*Data listing*.
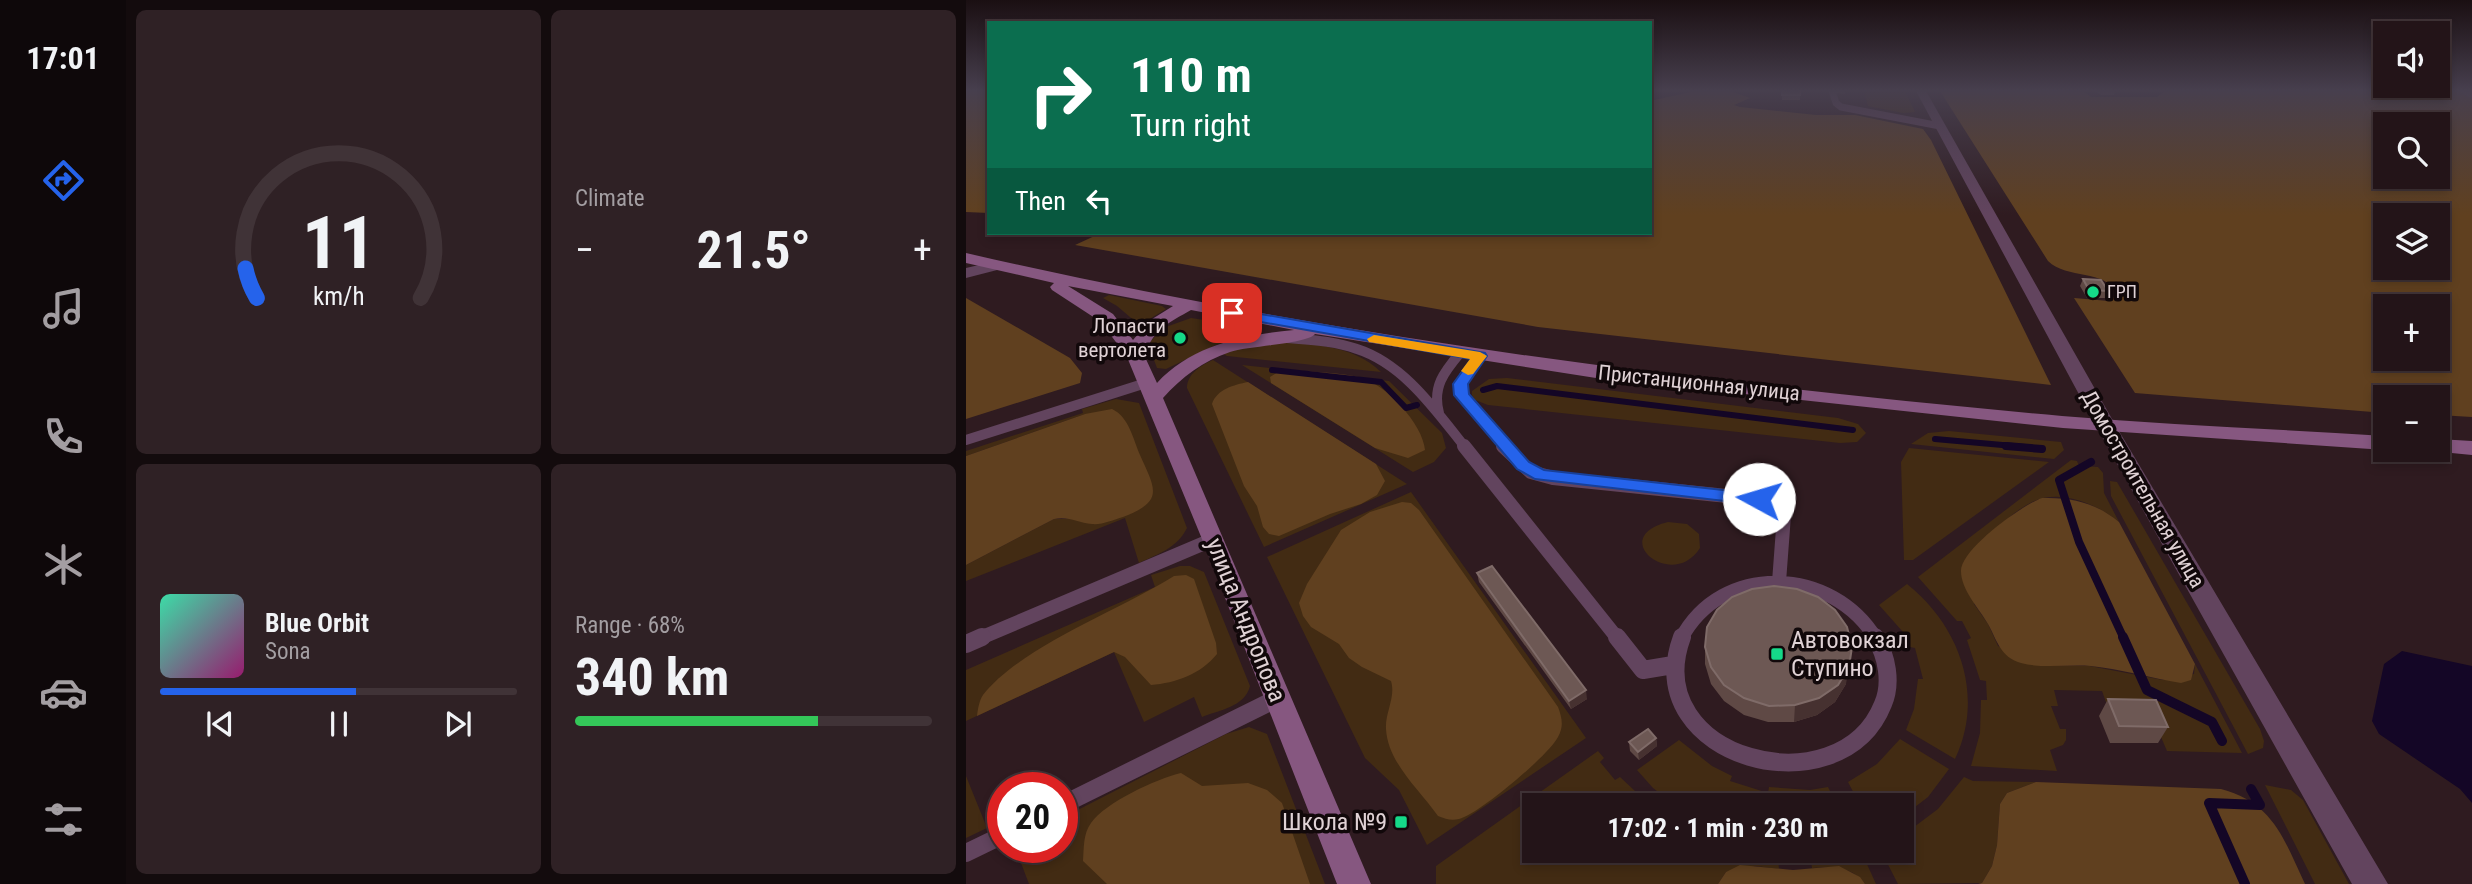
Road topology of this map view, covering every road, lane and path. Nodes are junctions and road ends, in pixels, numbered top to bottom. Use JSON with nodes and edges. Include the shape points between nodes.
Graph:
{"nodes":[{"id":1,"x":1943,"y":132,"type":"edge"},
{"id":2,"x":966,"y":258,"type":"edge"},
{"id":3,"x":996,"y":266,"type":"junction"},
{"id":4,"x":1020,"y":271,"type":"junction"},
{"id":5,"x":966,"y":273,"type":"edge"},
{"id":6,"x":1188,"y":305,"type":"junction"},
{"id":7,"x":1332,"y":332,"type":"junction"},
{"id":8,"x":1270,"y":337,"type":"junction"},
{"id":9,"x":1470,"y":355,"type":"junction"},
{"id":10,"x":1136,"y":357,"type":"junction"},
{"id":11,"x":1149,"y":390,"type":"junction"},
{"id":12,"x":1441,"y":416,"type":"junction"},
{"id":13,"x":2106,"y":426,"type":"junction"},
{"id":14,"x":966,"y":440,"type":"edge"},
{"id":15,"x":2373,"y":442,"type":"edge"},
{"id":16,"x":2450,"y":447,"type":"edge"},
{"id":17,"x":2472,"y":448,"type":"edge"},
{"id":18,"x":1214,"y":539,"type":"junction"},
{"id":19,"x":1779,"y":582,"type":"junction"},
{"id":20,"x":966,"y":644,"type":"edge"},
{"id":21,"x":1673,"y":665,"type":"junction"},
{"id":22,"x":1278,"y":698,"type":"junction"},
{"id":23,"x":1078,"y":798,"type":"edge"},
{"id":24,"x":987,"y":843,"type":"edge"},
{"id":25,"x":966,"y":853,"type":"edge"},
{"id":26,"x":1354,"y":884,"type":"edge"},
{"id":27,"x":2371,"y":884,"type":"edge"}],
"edges":[{"from":1,"to":13,"type":"street","name":"Домостроительная улица"},
{"from":2,"to":3,"type":"main road"},
{"from":3,"to":4,"type":"main road"},
{"from":3,"to":5,"type":"street"},
{"from":4,"to":6,"type":"main road","name":"Пристанционная улица"},
{"from":4,"to":10,"type":"main road","name":"улица Андропова","via":[[1096,308]]},
{"from":6,"to":7,"type":"main road","name":"Пристанционная улица"},
{"from":6,"to":10,"type":"main road","via":[[1140,338]]},
{"from":7,"to":8,"type":"main road"},
{"from":7,"to":9,"type":"main road","name":"Пристанционная улица"},
{"from":8,"to":11,"type":"main road","via":[[1203,355]]},
{"from":8,"to":12,"type":"lane","via":[[1326,341],[1359,349],[1391,366]]},
{"from":9,"to":12,"type":"lane","via":[[1440,377],[1434,399]]},
{"from":9,"to":13,"type":"main road","name":"Пристанционная улица"},
{"from":9,"to":19,"type":"lane","via":[[1460,391],[1531,471],[1553,478],[1785,502]]},
{"from":10,"to":11,"type":"main road","name":"улица Андропова"},
{"from":11,"to":14,"type":"lane"},
{"from":11,"to":18,"type":"main road","name":"улица Андропова"},
{"from":12,"to":21,"type":"lane","via":[[1643,670]]},
{"from":13,"to":15,"type":"main road","name":"Пристанционная улица"},
{"from":13,"to":27,"type":"street","name":"Домостроительная улица"},
{"from":16,"to":17,"type":"main road"},
{"from":18,"to":20,"type":"lane"},
{"from":18,"to":22,"type":"main road","name":"улица Андропова"},
{"from":19,"to":21,"type":"lane","via":[[1729,592],[1696,613],[1679,637]]},
{"from":19,"to":21,"type":"lane","via":[[1811,587],[1840,600],[1864,620],[1880,643],[1888,669],[1887,697],[1875,723],[1853,744],[1825,758],[1789,764],[1753,760],[1721,746],[1693,723],[1677,694]]},
{"from":22,"to":23,"type":"lane"},
{"from":22,"to":26,"type":"main road","name":"улица Андропова"},
{"from":24,"to":25,"type":"lane"}]}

*Required work*.
From the records above, pull every line that has the string "edges" and copy it.

*Exercise solution*.
Road topology of this map view, covering every road, lane and path. Nodes are junctions and road ends, in pixels, numbered top to bottom. Use JSON with nodes and edges. Include the shape points between nodes.
"edges":[{"from":1,"to":13,"type":"street","name":"Домостроительная улица"},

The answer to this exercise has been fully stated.